Stored items:
>>>

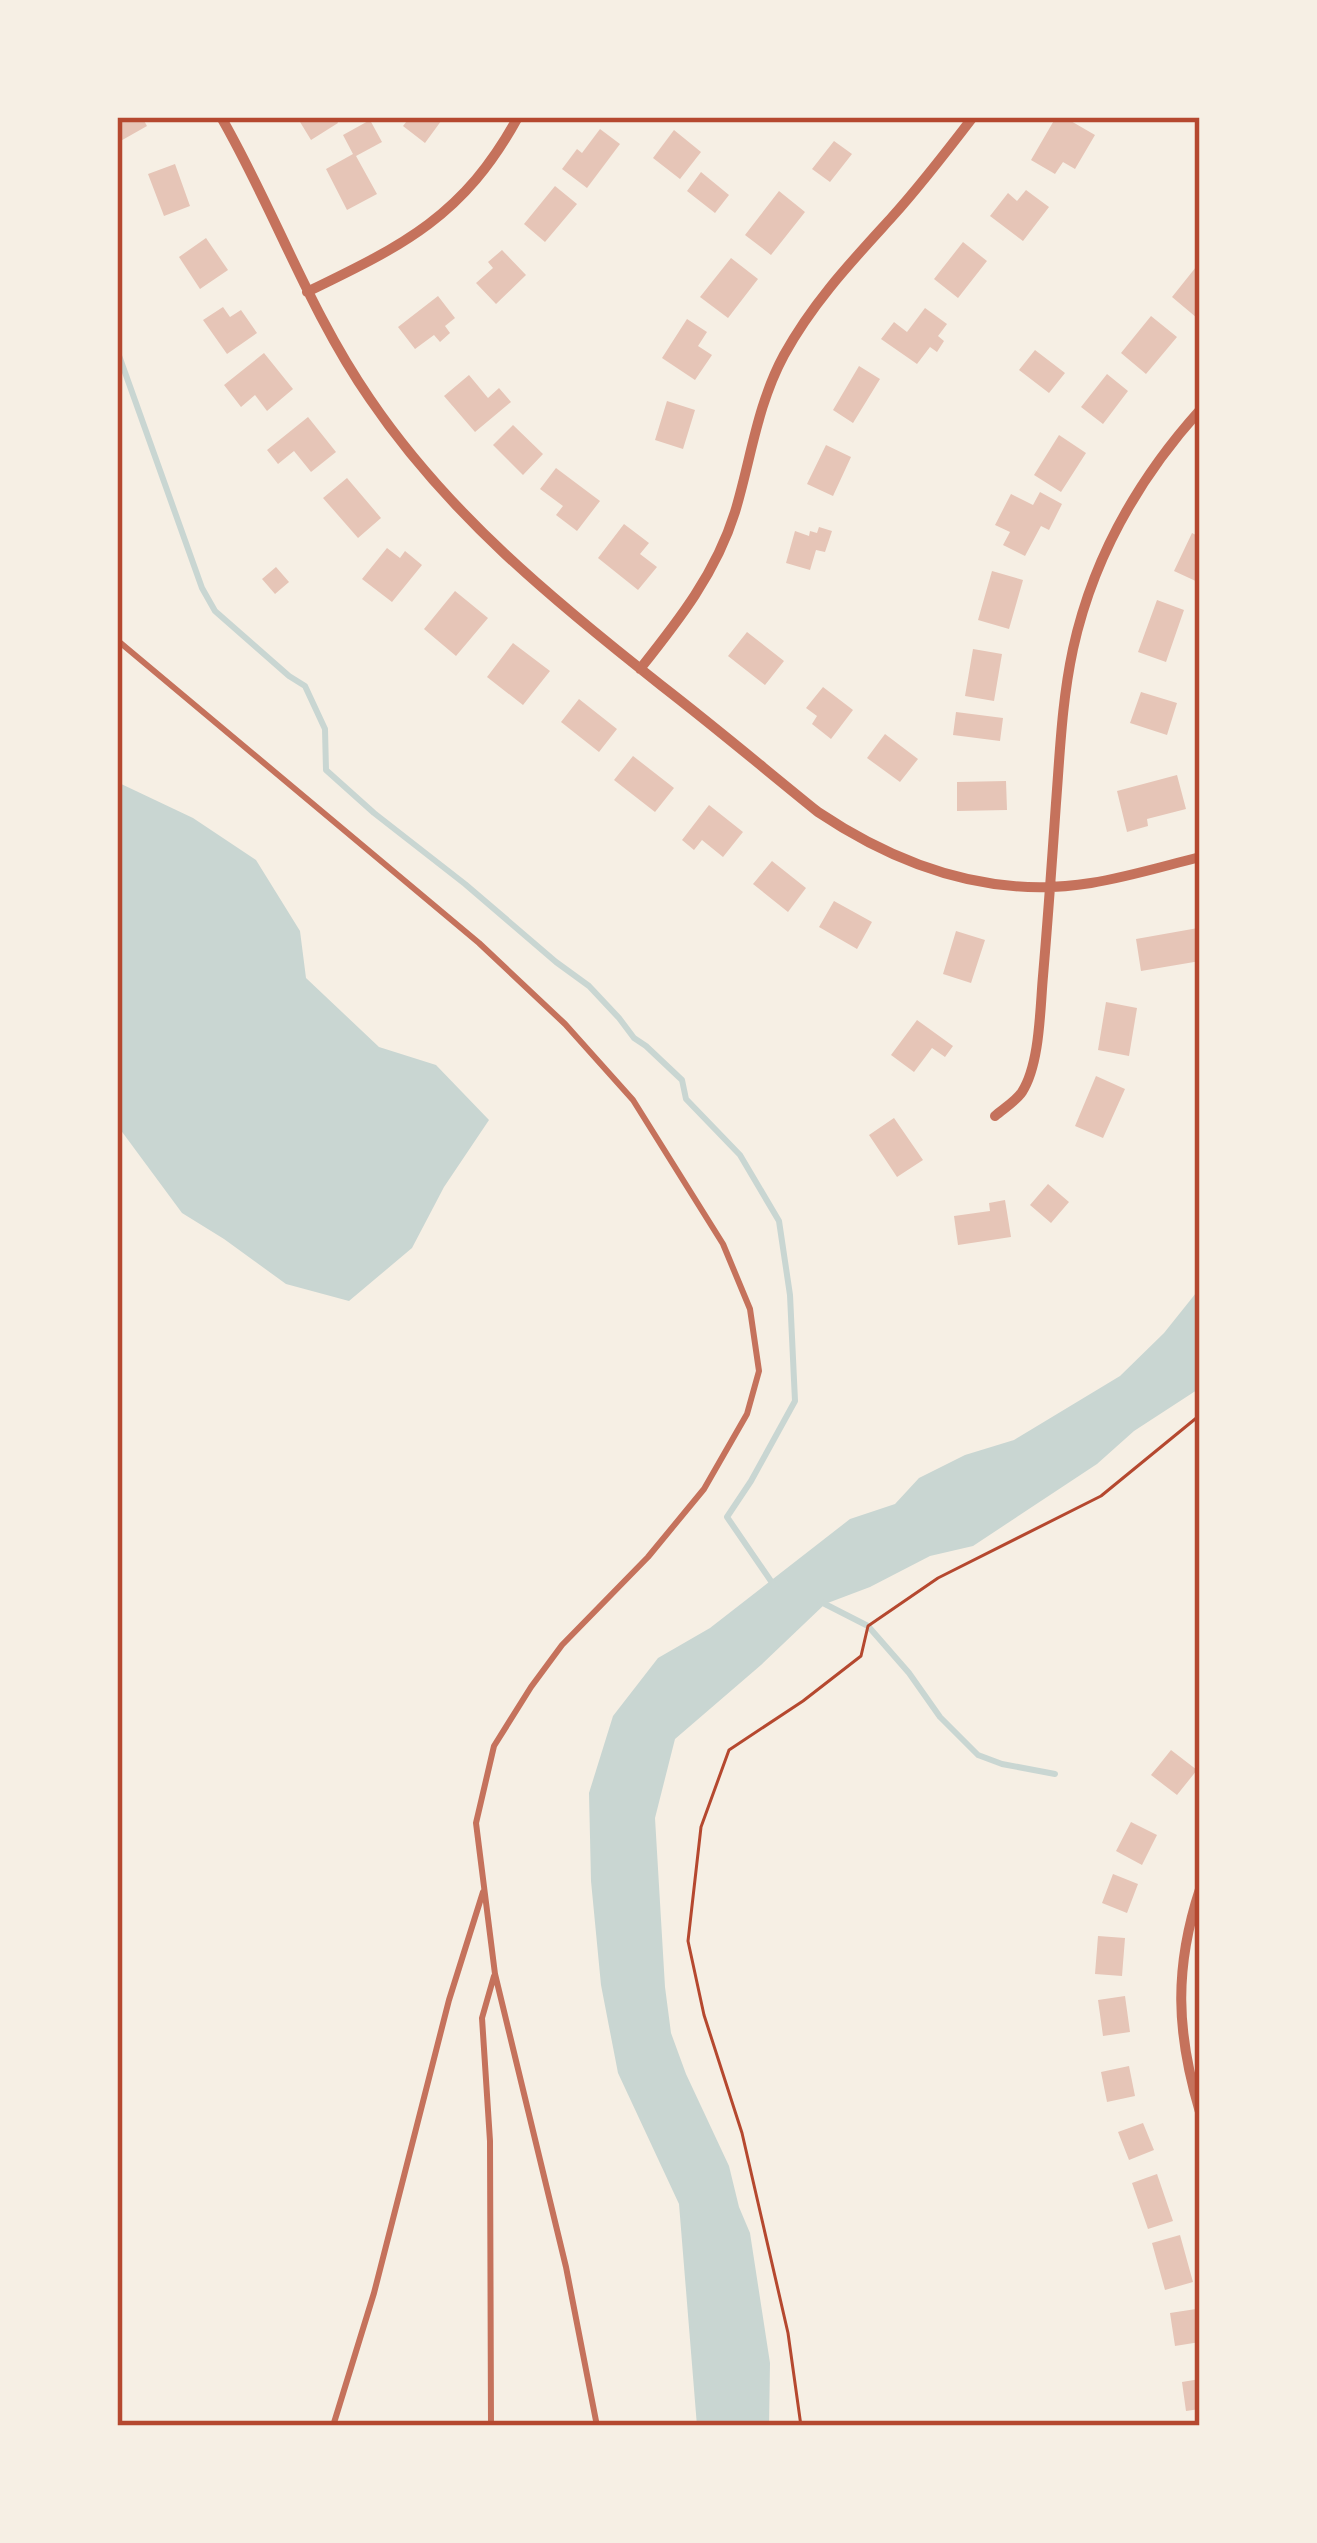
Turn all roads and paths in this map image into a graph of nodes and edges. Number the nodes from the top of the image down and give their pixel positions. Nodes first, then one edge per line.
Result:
1 (221, 117) edge
2 (518, 117) edge
3 (973, 117) edge
4 (307, 292) junction
5 (1200, 410) edge
6 (117, 640) edge
7 (640, 669) junction
8 (1200, 857) edge
9 (1051, 887) junction
10 (995, 1116) dead end
11 (1200, 1415) edge
12 (484, 1888) junction
13 (1200, 1889) edge
14 (495, 1974) junction
15 (1200, 2112) edge
16 (333, 2426) edge
17 (490, 2426) edge
18 (597, 2426) edge
19 (801, 2426) edge

1 - 4 street
2 - 4 street
3 - 7 street
4 - 7 street
5 - 9 street
6 - 12 lane
7 - 9 street
8 - 9 street
9 - 10 street
11 - 19 path
12 - 14 lane
12 - 16 lane
13 - 15 street
14 - 17 lane
14 - 18 lane

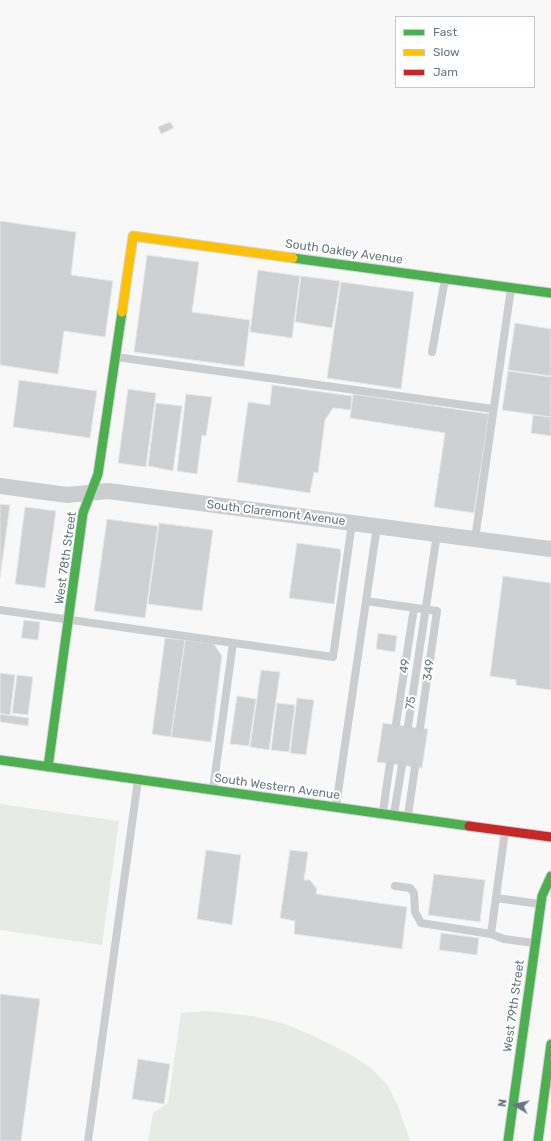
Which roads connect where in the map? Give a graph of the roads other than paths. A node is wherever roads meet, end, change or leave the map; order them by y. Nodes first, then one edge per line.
1 (133, 236) joint
2 (446, 278) junction
3 (512, 287) junction
4 (551, 292) edge
5 (432, 352) dead end
6 (115, 357) junction
7 (493, 409) junction
8 (0, 486) edge
9 (91, 493) junction
10 (352, 523) junction
11 (377, 526) junction
12 (437, 534) junction
13 (475, 539) junction
14 (551, 549) edge
15 (366, 601) junction
16 (414, 608) junction
17 (426, 609) junction
18 (0, 610) edge
19 (69, 620) junction
20 (232, 643) junction
21 (396, 724) dead end
22 (408, 726) dead end
23 (420, 728) dead end
24 (0, 760) edge
25 (390, 764) dead end
26 (402, 765) dead end
27 (48, 767) junction
28 (415, 767) dead end
29 (138, 780) junction
30 (213, 790) junction
31 (336, 807) junction
32 (382, 814) junction
33 (394, 815) junction
34 (408, 817) junction
35 (505, 831) junction
36 (551, 837) edge
37 (551, 876) edge
38 (394, 886) dead end
39 (496, 898) junction
40 (541, 905) junction
41 (491, 934) junction
42 (535, 944) junction
43 (551, 1045) edge
44 (547, 1106) edge
45 (88, 1141) edge
46 (508, 1141) edge
47 (538, 1141) edge

1 - 2 street, South Oakley Avenue
1 - 6 street, West 78th Street
2 - 3 street, South Oakley Avenue
2 - 5 lane
3 - 4 street, South Oakley Avenue
3 - 7 lane
6 - 7 lane
6 - 9 street, West 78th Street
7 - 13 lane
8 - 9 street, South Claremont Avenue
9 - 10 street, South Claremont Avenue
9 - 19 street, West 78th Street
10 - 11 street, South Claremont Avenue
10 - 20 lane
11 - 12 street, South Claremont Avenue
11 - 15 lane
12 - 13 street, South Claremont Avenue
12 - 17 lane, 75
13 - 14 street, South Claremont Avenue
15 - 16 lane
15 - 31 lane
16 - 17 lane
16 - 21 lane, 49
17 - 22 lane, 75
17 - 23 lane, 349
18 - 19 lane
19 - 20 lane
19 - 27 street, West 78th Street
20 - 30 lane
24 - 27 street, South Western Avenue
25 - 32 lane
26 - 33 lane
27 - 29 street, South Western Avenue
28 - 34 lane
29 - 30 street, South Western Avenue
29 - 45 lane
30 - 31 street, South Western Avenue
31 - 32 street, South Western Avenue
32 - 33 street, South Western Avenue
33 - 34 street, South Western Avenue
34 - 35 street, South Western Avenue
35 - 36 street, South Western Avenue
35 - 39 lane
37 - 40 street, West 79th Street
38 - 41 lane
39 - 40 lane
39 - 41 lane
40 - 42 street, West 79th Street
41 - 42 lane
42 - 46 street, West 79th Street
43 - 44 street
44 - 47 street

<<<

▶ _Task to carry out_
Show the lines above that have the word "Nodes".

▶ _The completed task_
Turn all roads and paths in this map image into a graph of nodes and edges. Number the nodes from the top of the image down and give their pixel positions. Nodes first, then one edge per line.
Which roads connect where in the map? Give a graph of the roads other than paths. A node is wherever roads meet, end, change or leave the map; order them by y. Nodes first, then one edge per line.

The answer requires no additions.